# WHAT THE TASK REQUIRES
Word for word, return every record.

# DATA FOR PROCESSING
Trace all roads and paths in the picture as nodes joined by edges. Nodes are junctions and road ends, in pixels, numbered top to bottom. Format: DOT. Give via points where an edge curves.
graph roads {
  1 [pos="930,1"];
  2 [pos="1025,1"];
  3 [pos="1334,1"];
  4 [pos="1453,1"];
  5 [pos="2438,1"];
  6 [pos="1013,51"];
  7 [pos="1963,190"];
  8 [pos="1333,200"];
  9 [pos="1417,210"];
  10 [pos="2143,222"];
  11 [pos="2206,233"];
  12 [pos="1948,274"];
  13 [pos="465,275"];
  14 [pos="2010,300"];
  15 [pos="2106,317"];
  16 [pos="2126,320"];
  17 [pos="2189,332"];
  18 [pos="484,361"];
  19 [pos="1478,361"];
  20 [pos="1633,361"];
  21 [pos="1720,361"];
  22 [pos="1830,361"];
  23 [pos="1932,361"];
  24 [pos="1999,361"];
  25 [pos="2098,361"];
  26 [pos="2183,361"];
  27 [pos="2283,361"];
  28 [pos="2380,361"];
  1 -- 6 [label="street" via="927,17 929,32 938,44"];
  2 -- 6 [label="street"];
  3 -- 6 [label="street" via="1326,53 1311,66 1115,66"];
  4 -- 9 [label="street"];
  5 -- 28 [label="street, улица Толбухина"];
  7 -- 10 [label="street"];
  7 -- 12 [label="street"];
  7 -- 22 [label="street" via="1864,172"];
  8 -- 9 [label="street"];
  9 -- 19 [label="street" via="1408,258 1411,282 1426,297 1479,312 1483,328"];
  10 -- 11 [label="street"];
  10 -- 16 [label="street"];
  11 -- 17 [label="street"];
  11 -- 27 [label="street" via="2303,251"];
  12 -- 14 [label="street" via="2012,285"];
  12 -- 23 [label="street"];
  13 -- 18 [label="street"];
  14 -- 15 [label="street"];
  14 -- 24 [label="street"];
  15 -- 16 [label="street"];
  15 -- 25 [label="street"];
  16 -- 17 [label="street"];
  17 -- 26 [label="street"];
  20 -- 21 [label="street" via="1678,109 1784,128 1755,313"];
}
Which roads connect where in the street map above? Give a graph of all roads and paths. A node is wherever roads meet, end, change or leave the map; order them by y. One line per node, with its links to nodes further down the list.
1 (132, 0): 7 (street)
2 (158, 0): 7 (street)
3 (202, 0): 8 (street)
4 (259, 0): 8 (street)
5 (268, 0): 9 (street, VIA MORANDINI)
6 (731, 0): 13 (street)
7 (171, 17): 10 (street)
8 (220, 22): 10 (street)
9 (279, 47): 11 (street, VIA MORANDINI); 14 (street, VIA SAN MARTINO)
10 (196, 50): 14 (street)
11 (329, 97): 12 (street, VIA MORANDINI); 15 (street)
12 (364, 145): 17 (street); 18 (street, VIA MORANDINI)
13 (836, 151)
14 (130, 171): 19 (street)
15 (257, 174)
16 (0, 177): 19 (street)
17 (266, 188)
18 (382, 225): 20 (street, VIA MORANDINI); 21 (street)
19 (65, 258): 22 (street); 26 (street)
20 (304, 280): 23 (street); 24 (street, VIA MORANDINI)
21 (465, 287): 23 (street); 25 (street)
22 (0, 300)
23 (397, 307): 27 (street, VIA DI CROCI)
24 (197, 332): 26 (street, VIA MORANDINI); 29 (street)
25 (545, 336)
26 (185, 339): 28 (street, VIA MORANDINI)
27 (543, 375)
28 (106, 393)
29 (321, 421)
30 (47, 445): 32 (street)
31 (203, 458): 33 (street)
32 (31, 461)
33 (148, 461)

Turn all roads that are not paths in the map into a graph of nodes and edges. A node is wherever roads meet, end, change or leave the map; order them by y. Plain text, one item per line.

# ANSWER TO THIS TASK
Trace all roads and paths in the picture as nodes joined by edges. Nodes are junctions and road ends, in pixels, numbered top to bottom. Format: DOT. Give via points where an edge curves.
graph roads {
  1 [pos="930,1"];
  2 [pos="1025,1"];
  3 [pos="1334,1"];
  4 [pos="1453,1"];
  5 [pos="2438,1"];
  6 [pos="1013,51"];
  7 [pos="1963,190"];
  8 [pos="1333,200"];
  9 [pos="1417,210"];
  10 [pos="2143,222"];
  11 [pos="2206,233"];
  12 [pos="1948,274"];
  13 [pos="465,275"];
  14 [pos="2010,300"];
  15 [pos="2106,317"];
  16 [pos="2126,320"];
  17 [pos="2189,332"];
  18 [pos="484,361"];
  19 [pos="1478,361"];
  20 [pos="1633,361"];
  21 [pos="1720,361"];
  22 [pos="1830,361"];
  23 [pos="1932,361"];
  24 [pos="1999,361"];
  25 [pos="2098,361"];
  26 [pos="2183,361"];
  27 [pos="2283,361"];
  28 [pos="2380,361"];
  1 -- 6 [label="street" via="927,17 929,32 938,44"];
  2 -- 6 [label="street"];
  3 -- 6 [label="street" via="1326,53 1311,66 1115,66"];
  4 -- 9 [label="street"];
  5 -- 28 [label="street, улица Толбухина"];
  7 -- 10 [label="street"];
  7 -- 12 [label="street"];
  7 -- 22 [label="street" via="1864,172"];
  8 -- 9 [label="street"];
  9 -- 19 [label="street" via="1408,258 1411,282 1426,297 1479,312 1483,328"];
  10 -- 11 [label="street"];
  10 -- 16 [label="street"];
  11 -- 17 [label="street"];
  11 -- 27 [label="street" via="2303,251"];
  12 -- 14 [label="street" via="2012,285"];
  12 -- 23 [label="street"];
  13 -- 18 [label="street"];
  14 -- 15 [label="street"];
  14 -- 24 [label="street"];
  15 -- 16 [label="street"];
  15 -- 25 [label="street"];
  16 -- 17 [label="street"];
  17 -- 26 [label="street"];
  20 -- 21 [label="street" via="1678,109 1784,128 1755,313"];
}
Which roads connect where in the street map above? Give a graph of all roads and paths. A node is wherever roads meet, end, change or leave the map; order them by y. One line per node, with its links to nodes further down the list.
1 (132, 0): 7 (street)
2 (158, 0): 7 (street)
3 (202, 0): 8 (street)
4 (259, 0): 8 (street)
5 (268, 0): 9 (street, VIA MORANDINI)
6 (731, 0): 13 (street)
7 (171, 17): 10 (street)
8 (220, 22): 10 (street)
9 (279, 47): 11 (street, VIA MORANDINI); 14 (street, VIA SAN MARTINO)
10 (196, 50): 14 (street)
11 (329, 97): 12 (street, VIA MORANDINI); 15 (street)
12 (364, 145): 17 (street); 18 (street, VIA MORANDINI)
13 (836, 151)
14 (130, 171): 19 (street)
15 (257, 174)
16 (0, 177): 19 (street)
17 (266, 188)
18 (382, 225): 20 (street, VIA MORANDINI); 21 (street)
19 (65, 258): 22 (street); 26 (street)
20 (304, 280): 23 (street); 24 (street, VIA MORANDINI)
21 (465, 287): 23 (street); 25 (street)
22 (0, 300)
23 (397, 307): 27 (street, VIA DI CROCI)
24 (197, 332): 26 (street, VIA MORANDINI); 29 (street)
25 (545, 336)
26 (185, 339): 28 (street, VIA MORANDINI)
27 (543, 375)
28 (106, 393)
29 (321, 421)
30 (47, 445): 32 (street)
31 (203, 458): 33 (street)
32 (31, 461)
33 (148, 461)

Turn all roads that are not paths in the map into a graph of nodes and edges. A node is wherever roads meet, end, change or leave the map; order them by y. Plain text, one item per line.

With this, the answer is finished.